E' il caso delle finestre, un tema costruttivo molto caro all'artista,
che ha modo di proiettarvi il riverbero del proprio vissuto. L'agio
a graffiare, incidere, modulare la profondità dei segni, secondo
l'urgenza espressiva del momento creativo, ispira opere, in cui gli
elementi costitutivi della pittura e della scultura si sistemano in
un'idea di finestra, dentro una nicchia incassata, che funziona da
quadro di rilevazione della temperatura emotiva interna. Giorgio Celiberti
realizza una varietà di presenze che rispondono sostanzialmente
all'alfabeto di un immaginario, il suo, densamente popolato di richiami
a un'umanità vibrante.

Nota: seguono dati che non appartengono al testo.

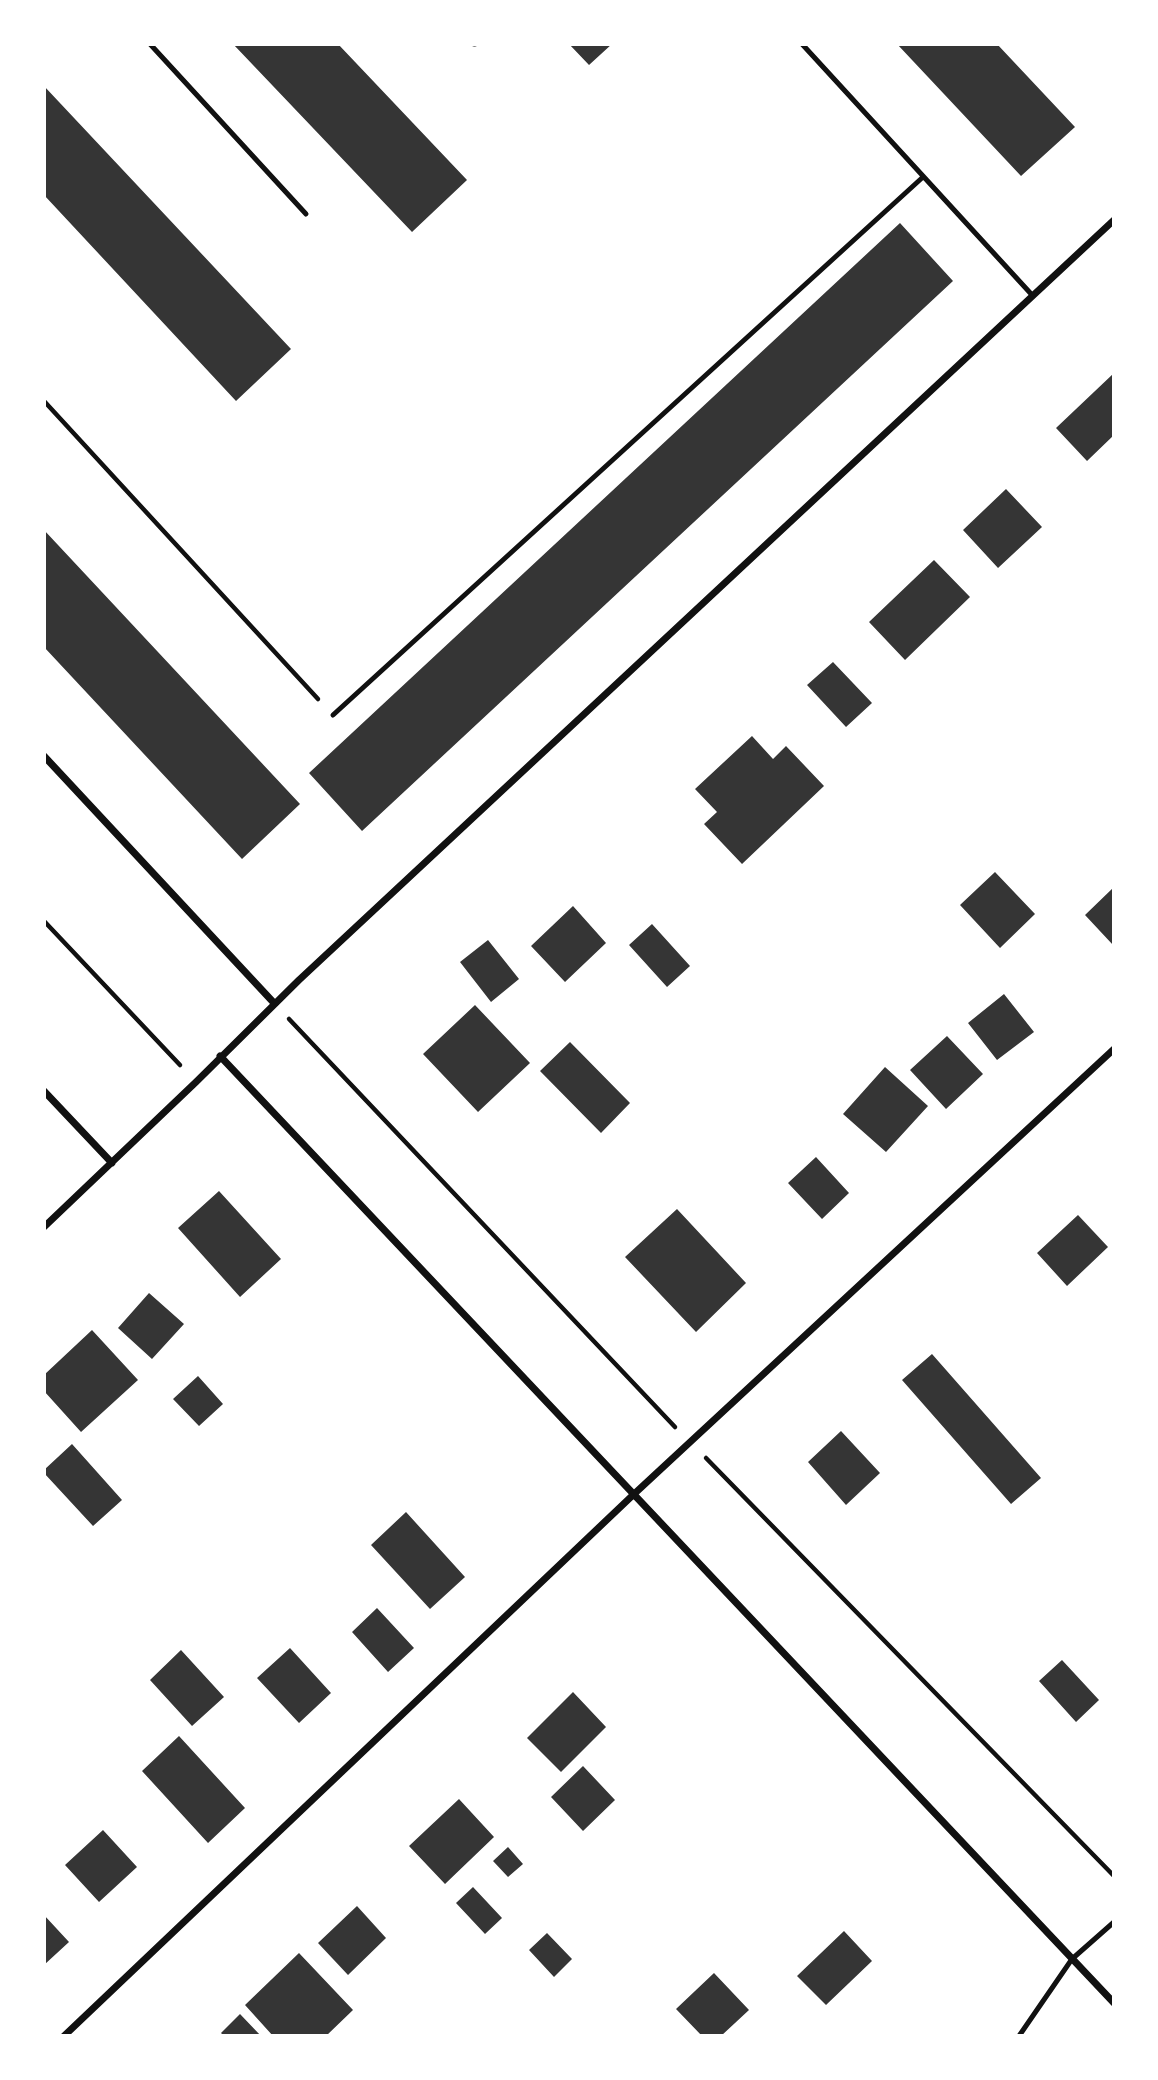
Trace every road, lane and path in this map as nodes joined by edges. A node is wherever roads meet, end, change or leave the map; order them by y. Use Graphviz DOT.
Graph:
graph roads {
  1 [pos="150,44"];
  2 [pos="802,44"];
  3 [pos="923,177"];
  4 [pos="306,214"];
  5 [pos="1114,220"];
  6 [pos="1032,296"];
  7 [pos="44,401"];
  8 [pos="333,715"];
  9 [pos="44,756"];
  10 [pos="44,921"];
  11 [pos="274,1003"];
  12 [pos="1114,1049"];
  13 [pos="220,1056"];
  14 [pos="196,1082"];
  15 [pos="44,1090"];
  16 [pos="111,1163"];
  17 [pos="44,1227"];
  18 [pos="633,1495"];
  19 [pos="1114,1922"];
  20 [pos="1072,1959"];
  21 [pos="1114,2003"];
  22 [pos="64,2036"];
  23 [pos="1019,2036"];
  1 -- 4 [label="lane"];
  2 -- 3 [label="lane"];
  3 -- 6 [label="lane"];
  3 -- 8 [label="lane"];
  5 -- 6 [label="street"];
  6 -- 11 [label="street"];
  7 -- 8 [label="path"];
  9 -- 11 [label="street"];
  10 -- 14 [label="path"];
  11 -- 13 [label="street"];
  12 -- 18 [label="street"];
  13 -- 14 [label="street"];
  13 -- 18 [label="street"];
  14 -- 16 [label="street"];
  15 -- 16 [label="street"];
  16 -- 17 [label="street"];
  18 -- 20 [label="street"];
  18 -- 22 [label="street"];
  19 -- 20 [label="lane"];
  20 -- 21 [label="street"];
  20 -- 23 [label="lane"];
}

E “nello stesso modo – afferma
Brane Kovic - con cui l’artista ci restituisce l’origine
mitica e magica della scultura, ci introduce anche al sublime, nell’area
delle rappresentazioni dove l’impulso sensibile sollecita la
vibrazione spirituale.” (2)
Enzo Santese
1.MARCELLO VENTUROLI, I segni dell’anima: da Terezin a Praga,
nel catalogo “Celiberti – I segni dell’anima”,
Edizioni Galleria Forni, Bologna, 1989, pag. 27.
2.BRANE KOVIC, Storia, Memoria e Vita, ibidem, pag. 91.